Женечка взяла визитку, глянула на адрес:
- Не так уж далеко от меня. Вы в Измайлово, а я в Сокольниках.
- Ну вот, видите, как хорошо! – обрадовался Колобок и снова замялся, вытащил из кармана несколько мятых стольников, расправил их и неловко протянул Женечке: - Извините, но остались только такие и пятитысячные.
- Не надо, спасибо. - Женечка убрала его руку и протянула свою Оленьке: - Ну что, коллега, пока?
- Пока! – обрадовалась Оленька. – Ты придешь… к нам?
- Оля, не ты, а вы! – поправил ее Колобок.
- Вы? - послушно переспросила она.
Женечка улыбнулась и пожала плечами. Колобок взял Оленьку за руку, другой подхватил желтый чемоданчик и еще раз попрощался. Женечка смотрела им вслед: шар катил квадрат. Еще вчера ей это казалось смешным.
***
До дома она добралась к ночи, втащила в коридор рабочий чемоданчик с вещами, скинула туфли и, прислонившись к стене, растерла по очереди уставшие ноги.
- Зойка! – крикнула она. – Чо тихо-то так? Ни гавка, ни тявка. Где пес твой? Исдох что ли?
Из комнаты вышла зареванная Зойка, проследовала в кухню и бросила, не глядя на нее:
- А-а, вернулась. Помер он утром. Радуйся теперь!
Женечка проводила взглядом полную, коротконогую фигуру соседки. Винни-пух в халате. Как так можно распускаться? Она вошла в свою комнату, открыла настежь окно, присела на кровать, уставилась в стену напротив, которая цвела веселыми букетиками маков и васильков. На одной полоске обоев - 71 букетик. 35 маков и 36 васильков. Раппорт. Повторяющаяся часть рисунка на ткани, обоях, семь букв – это раппорт. Женечка это знает, потому что любит разгадывать кроссворды. Узорчатый орнамент из геометрических фигур, семь букв – арабеск. У нее на стене раппорт, у Зойки – арабеск. И в этом вся разница. Раньше у Зойки была хоть собака, а теперь они во всем сравнялись. Две никому ненужные тетки, больные одиночеством.

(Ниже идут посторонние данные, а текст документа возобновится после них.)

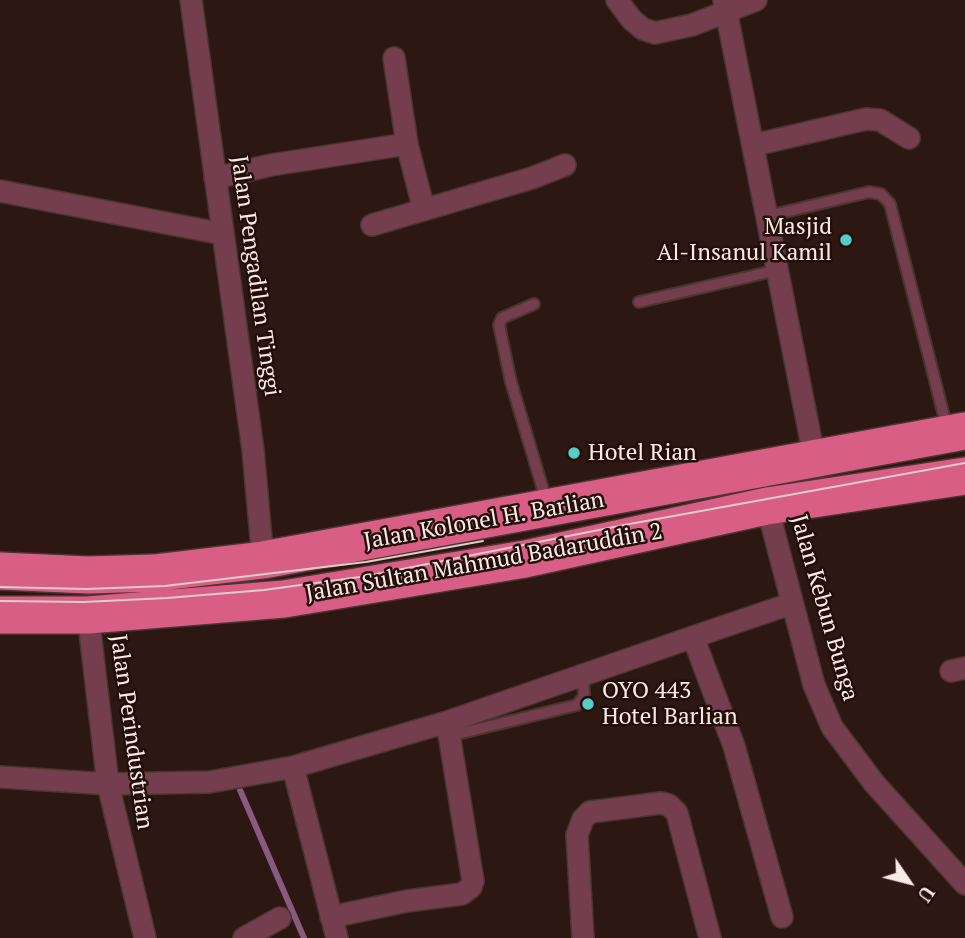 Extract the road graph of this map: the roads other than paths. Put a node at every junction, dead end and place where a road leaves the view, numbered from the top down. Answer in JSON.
{"nodes":[{"id":1,"x":191,"y":0,"type":"edge"},
{"id":2,"x":617,"y":0,"type":"edge"},
{"id":3,"x":756,"y":0,"type":"edge"},
{"id":4,"x":726,"y":6,"type":"edge"},
{"id":5,"x":394,"y":58,"type":"dead end"},
{"id":6,"x":909,"y":138,"type":"dead end"},
{"id":7,"x":407,"y":144,"type":"junction"},
{"id":8,"x":754,"y":145,"type":"junction"},
{"id":9,"x":565,"y":165,"type":"dead end"},
{"id":10,"x":215,"y":178,"type":"junction"},
{"id":11,"x":0,"y":191,"type":"edge"},
{"id":12,"x":424,"y":211,"type":"junction"},
{"id":13,"x":768,"y":216,"type":"junction"},
{"id":14,"x":372,"y":225,"type":"dead end"},
{"id":15,"x":223,"y":234,"type":"junction"},
{"id":16,"x":778,"y":270,"type":"junction"},
{"id":17,"x":639,"y":302,"type":"dead end"},
{"id":18,"x":534,"y":304,"type":"dead end"},
{"id":19,"x":957,"y":433,"type":"edge"},
{"id":20,"x":815,"y":461,"type":"junction"},
{"id":21,"x":965,"y":476,"type":"edge"},
{"id":22,"x":767,"y":506,"type":"junction"},
{"id":23,"x":549,"y":509,"type":"junction"},
{"id":24,"x":263,"y":560,"type":"junction"},
{"id":25,"x":0,"y":571,"type":"edge"},
{"id":26,"x":790,"y":604,"type":"junction"},
{"id":27,"x":0,"y":615,"type":"edge"},
{"id":28,"x":88,"y":615,"type":"junction"},
{"id":29,"x":693,"y":637,"type":"junction"},
{"id":30,"x":448,"y":729,"type":"junction"},
{"id":31,"x":293,"y":767,"type":"junction"},
{"id":32,"x":0,"y":777,"type":"edge"},
{"id":33,"x":108,"y":784,"type":"junction"},
{"id":34,"x":965,"y":884,"type":"edge"},
{"id":35,"x":782,"y":917,"type":"dead end"},
{"id":36,"x":281,"y":918,"type":"dead end"},
{"id":37,"x":334,"y":928,"type":"edge"},
{"id":38,"x":145,"y":938,"type":"edge"},
{"id":39,"x":244,"y":938,"type":"edge"},
{"id":40,"x":583,"y":938,"type":"edge"},
{"id":41,"x":710,"y":938,"type":"edge"}],
"edges":[{"from":1,"to":10,"type":"street","name":"Jalan Pengadilan Tinggi"},
{"from":2,"to":4,"type":"street"},
{"from":3,"to":4,"type":"street"},
{"from":4,"to":8,"type":"street"},
{"from":5,"to":7,"type":"street"},
{"from":6,"to":8,"type":"street"},
{"from":7,"to":10,"type":"street"},
{"from":7,"to":12,"type":"street"},
{"from":8,"to":13,"type":"street"},
{"from":9,"to":12,"type":"street"},
{"from":10,"to":15,"type":"street","name":"Jalan Pengadilan Tinggi"},
{"from":11,"to":15,"type":"street"},
{"from":12,"to":14,"type":"street"},
{"from":13,"to":16,"type":"street"},
{"from":13,"to":19,"type":"lane"},
{"from":15,"to":24,"type":"street","name":"Jalan Pengadilan Tinggi"},
{"from":16,"to":17,"type":"lane"},
{"from":16,"to":20,"type":"street"},
{"from":18,"to":23,"type":"lane"},
{"from":19,"to":20,"type":"highway","name":"Jalan Kolonel H. Barlian"},
{"from":20,"to":23,"type":"highway","name":"Jalan Kolonel H. Barlian"},
{"from":21,"to":22,"type":"highway","name":"Jalan Sultan Mahmud Badaruddin 2"},
{"from":22,"to":26,"type":"street","name":"Jalan Kebun Bunga"},
{"from":22,"to":28,"type":"highway","name":"Jalan Sultan Mahmud Badaruddin 2"},
{"from":23,"to":24,"type":"highway","name":"Jalan Kolonel H. Barlian"},
{"from":24,"to":25,"type":"highway","name":"Jalan Kolonel H. Barlian"},
{"from":26,"to":29,"type":"street"},
{"from":26,"to":34,"type":"street","name":"Jalan Kebun Bunga"},
{"from":27,"to":28,"type":"highway","name":"Jalan Sultan Mahmud Badaruddin 2"},
{"from":28,"to":33,"type":"street","name":"Jalan Perindustrian"},
{"from":29,"to":30,"type":"street"},
{"from":29,"to":35,"type":"street"},
{"from":30,"to":31,"type":"street"},
{"from":30,"to":37,"type":"street"},
{"from":31,"to":33,"type":"street"},
{"from":31,"to":37,"type":"street"},
{"from":32,"to":33,"type":"street"},
{"from":33,"to":38,"type":"street","name":"Jalan Perindustrian"},
{"from":36,"to":39,"type":"street"},
{"from":40,"to":41,"type":"street"}]}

Пересчитав букетики по второму разу, Женечка встала и, прихватив бутылку «Киндзмараули», пошла к Зойке на кухню. Та смотрела телевизор с выключенным звуком и пила из банки джин-тоник.
- Не пей эту гадость.
Женечка забрала у нее банку, наполнила стаканы вином и один подвинула Зойке. Молча выпили и обе уставились в беззвучный телевизор. Какой-то сериал. Про чью-то жизнь.
- Купи себе новую собаку, - сказала Женечка Зойке.

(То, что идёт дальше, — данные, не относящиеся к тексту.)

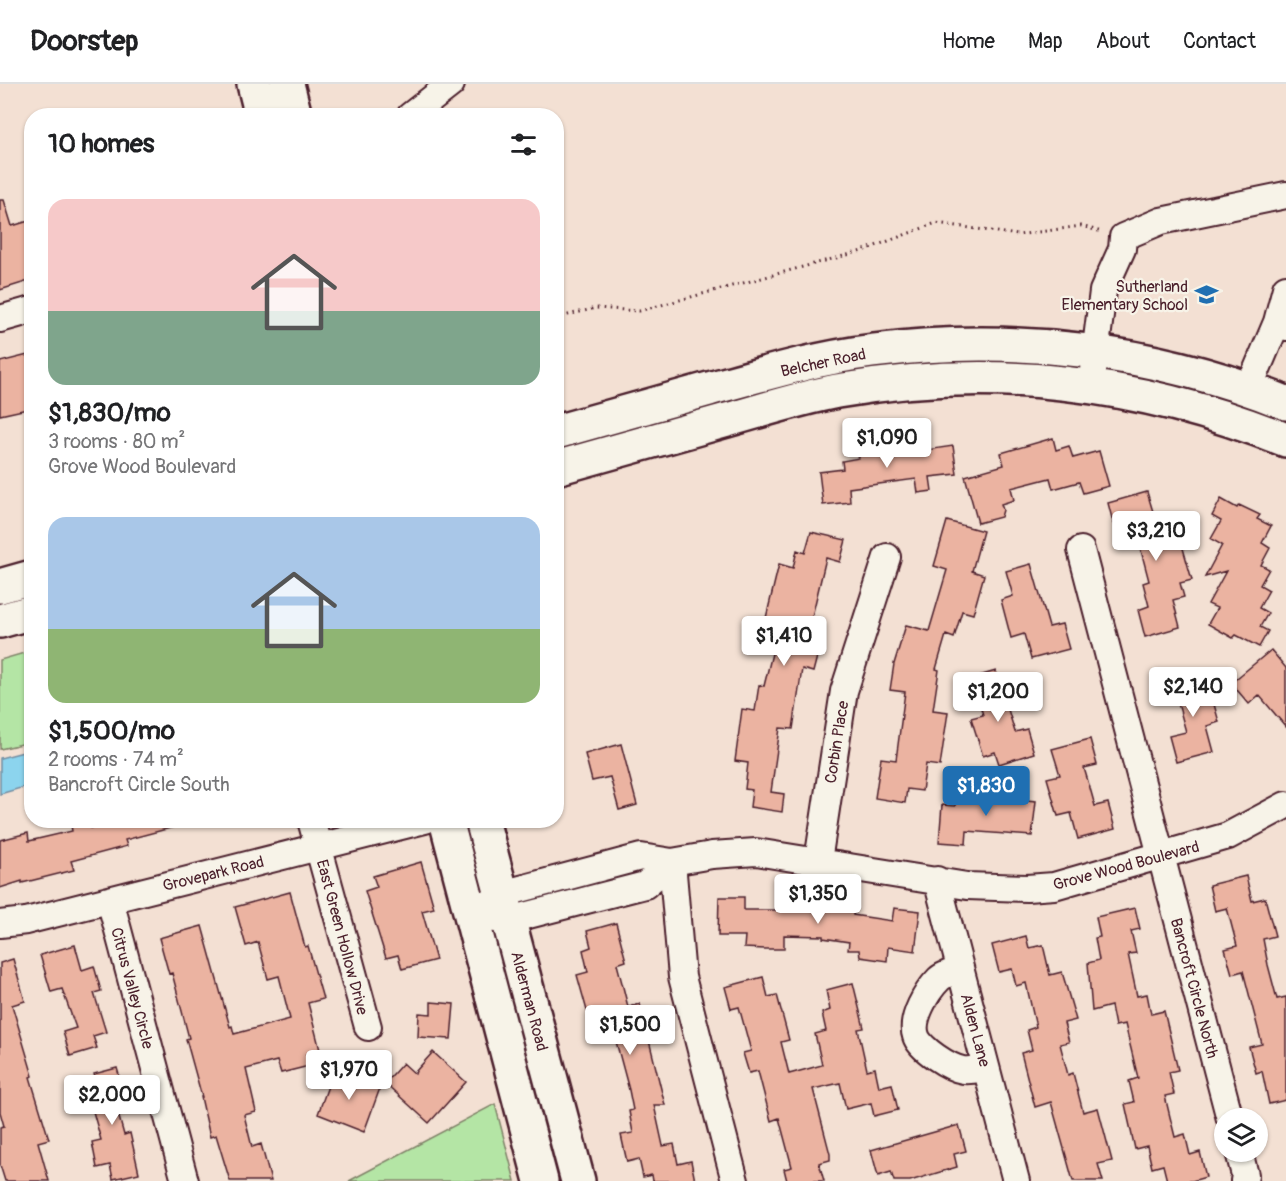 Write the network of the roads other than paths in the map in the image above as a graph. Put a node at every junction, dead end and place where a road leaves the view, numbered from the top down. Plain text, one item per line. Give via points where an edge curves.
1 (254, 84) edge
2 (286, 84) edge
3 (451, 84) edge
4 (260, 108) edge
5 (293, 108) edge
6 (420, 108) edge
7 (1286, 195) edge
8 (1286, 288) edge
9 (24, 312) edge
10 (0, 319) edge
11 (1281, 325) edge
12 (1096, 351) junction
13 (1091, 386) junction
14 (1248, 388) junction
15 (1286, 404) edge
16 (1236, 420) junction
17 (564, 430) edge
18 (1286, 440) edge
19 (564, 466) edge
20 (1081, 550) dead end
21 (887, 557) dead end
22 (24, 579) edge
23 (0, 586) edge
24 (24, 614) edge
25 (0, 621) edge
26 (1286, 806) edge
27 (313, 828) edge
28 (392, 828) edge
29 (448, 828) edge
30 (484, 828) edge
31 (318, 846) junction
32 (1162, 856) junction
33 (818, 861) junction
34 (672, 862) junction
35 (937, 880) junction
36 (110, 900) junction
37 (506, 907) junction
38 (471, 916) junction
39 (0, 924) edge
40 (960, 969) junction
41 (368, 1027) dead end
42 (986, 1068) junction
43 (1227, 1108) edge
44 (1242, 1162) edge
45 (185, 1181) edge
46 (541, 1181) edge
47 (578, 1181) edge
48 (735, 1181) edge
49 (1016, 1181) edge
50 (1244, 1181) edge

1 - 4 main road
2 - 5 main road
3 - 6 street
7 - 12 street via 1161,221 1123,237 1122,249 1103,291
8 - 11 street
9 - 10 street
11 - 14 street
12 - 13 street
12 - 14 main road, Belcher Road
12 - 17 main road, Belcher Road via 1008,343 872,351 802,364
13 - 16 main road, Belcher Road via 1143,394
13 - 19 main road, Belcher Road via 994,378 908,382 835,392
14 - 15 main road, Belcher Road
14 - 16 main road
16 - 18 main road, Belcher Road
20 - 32 street, Bancroft Circle North
21 - 33 street, Corbin Place via 844,691
22 - 23 main road
24 - 25 main road
26 - 32 street, Grove Wood Boulevard via 1228,836
27 - 31 street, East Green Hollow Drive
28 - 31 street, Grovepark Road
29 - 38 main road
30 - 37 main road, Alderman Road
31 - 36 street, Grovepark Road
31 - 41 street, East Green Hollow Drive
32 - 35 street, Grove Wood Boulevard via 1054,886 995,888
32 - 43 street, Bancroft Circle North
33 - 34 street, Grove Wood Boulevard via 756,852
33 - 35 street, Grove Wood Boulevard
34 - 37 street via 645,885
34 - 48 street via 682,977
35 - 40 street, Alden Lane
36 - 39 street, Grovepark Road
36 - 45 street, Citrus Valley Circle
37 - 38 street
37 - 47 main road, Alderman Road
38 - 46 main road
40 - 42 street, Alden Lane
40 - 42 street via 940,977 918,1009 915,1035 920,1044 954,1068
42 - 49 street, Alden Lane
44 - 50 street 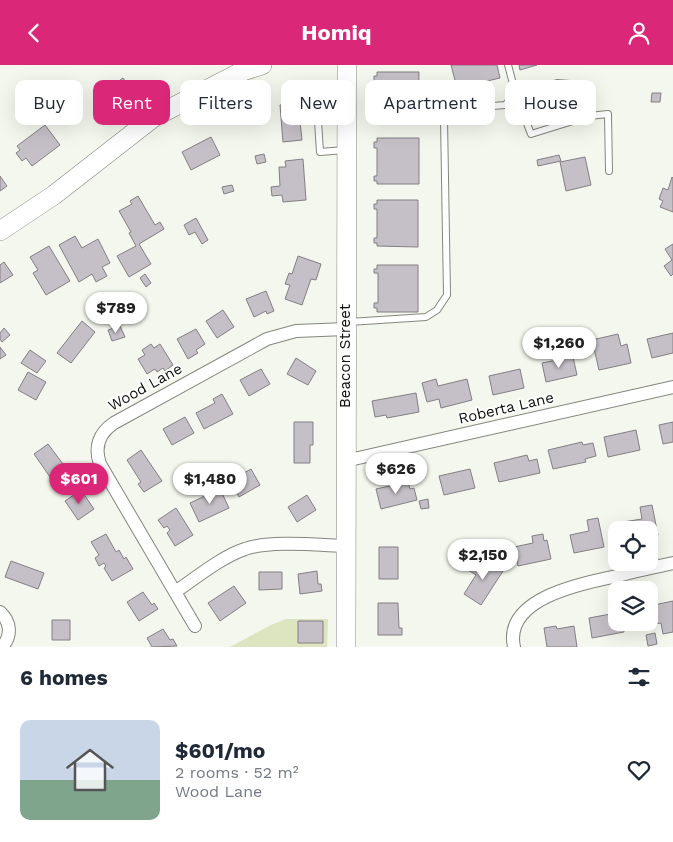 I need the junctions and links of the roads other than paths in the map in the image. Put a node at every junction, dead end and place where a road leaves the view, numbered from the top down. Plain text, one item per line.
1 (262, 65) edge
2 (346, 65) edge
3 (508, 65) edge
4 (346, 80) edge
5 (512, 80) edge
6 (505, 105) edge
7 (596, 115) edge
8 (318, 125) edge
9 (346, 125) edge
10 (528, 125) edge
11 (560, 125) edge
12 (346, 149) junction
13 (609, 171) dead end
14 (0, 231) edge
15 (346, 326) junction
16 (673, 387) edge
17 (345, 461) junction
18 (346, 546) junction
19 (673, 563) edge
20 (175, 592) junction
21 (0, 612) edge
22 (195, 625) dead end
23 (2, 647) edge
24 (346, 647) edge
25 (514, 647) edge

1 - 14 main road
2 - 4 main road, Beacon Street
3 - 5 lane
6 - 15 lane
7 - 13 lane
8 - 12 lane
9 - 12 main road, Beacon Street
10 - 11 lane
12 - 15 main road, Beacon Street
15 - 17 main road, Beacon Street
15 - 20 street, Wood Lane
16 - 17 street, Roberta Lane
17 - 18 main road, Beacon Street
18 - 20 street
18 - 24 main road, Beacon Street
19 - 25 street
20 - 22 street, Wood Lane
21 - 23 street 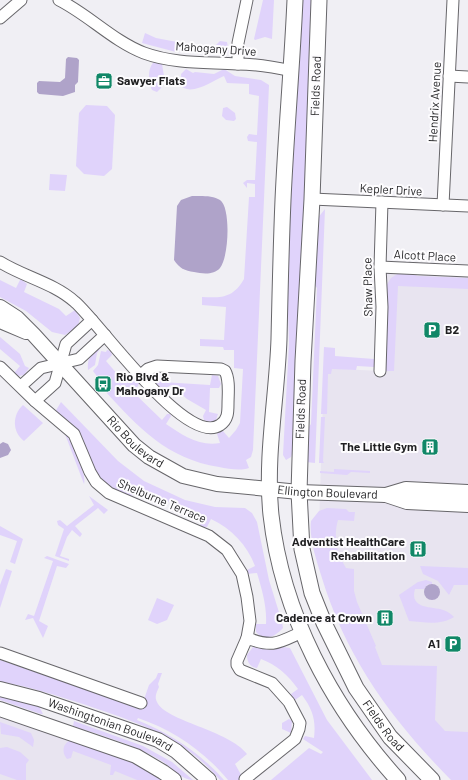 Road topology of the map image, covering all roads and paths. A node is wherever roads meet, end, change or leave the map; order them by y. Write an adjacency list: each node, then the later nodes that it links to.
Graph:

Зойка вяло отмахнулась от нее:
- Ты ничего не понимаешь!
Женечка снова налила вина. Снова выпили. Помолчали.
- А я, знаешь, куплю себе новый чемодан, - вдруг сказала Женечка.
Зойка равнодушно пожала плечами.
- Знаешь, какого цвета?
Зойка снова пожала плечами.
- Жёлтого! – с каким-то с вызовом сказала Женечка.
Зойка кивнула. Ну желтого, так желтого. Ей-то что?
- А еще меня позвали в театр.
Зойка многозначительно подняла и опустила брови, мол «на-а-адо же, хм». Опять помолчали, глядя в телевизор.
- Ну ладно, я спать.
Зойка снова кивнула. Чудная она, эта Женька! Желтый чемодан купит. Зачем? В театр ее позвали. Врет, небось. Кому она там нужна?
Зойка всхлипнула, уткнула голову в полные руки и широкие ее плечи затряслись часто и мелко.
Женечка приняла душ и легла спать. Но сон не шел. Высоко в небе светила луна, в окно второго этажа заглядывал фонарь. Женечка обводила пальцем на обоях то васильки, то маки, то чертила между ними узоры, то разглядывала трещины на потолке. И только когда за окном погасли фонари, и солнце сменило на небе отдежурившую луну, заливая все вокруг нежным, розовым светом, Женечка, наконец, уснула.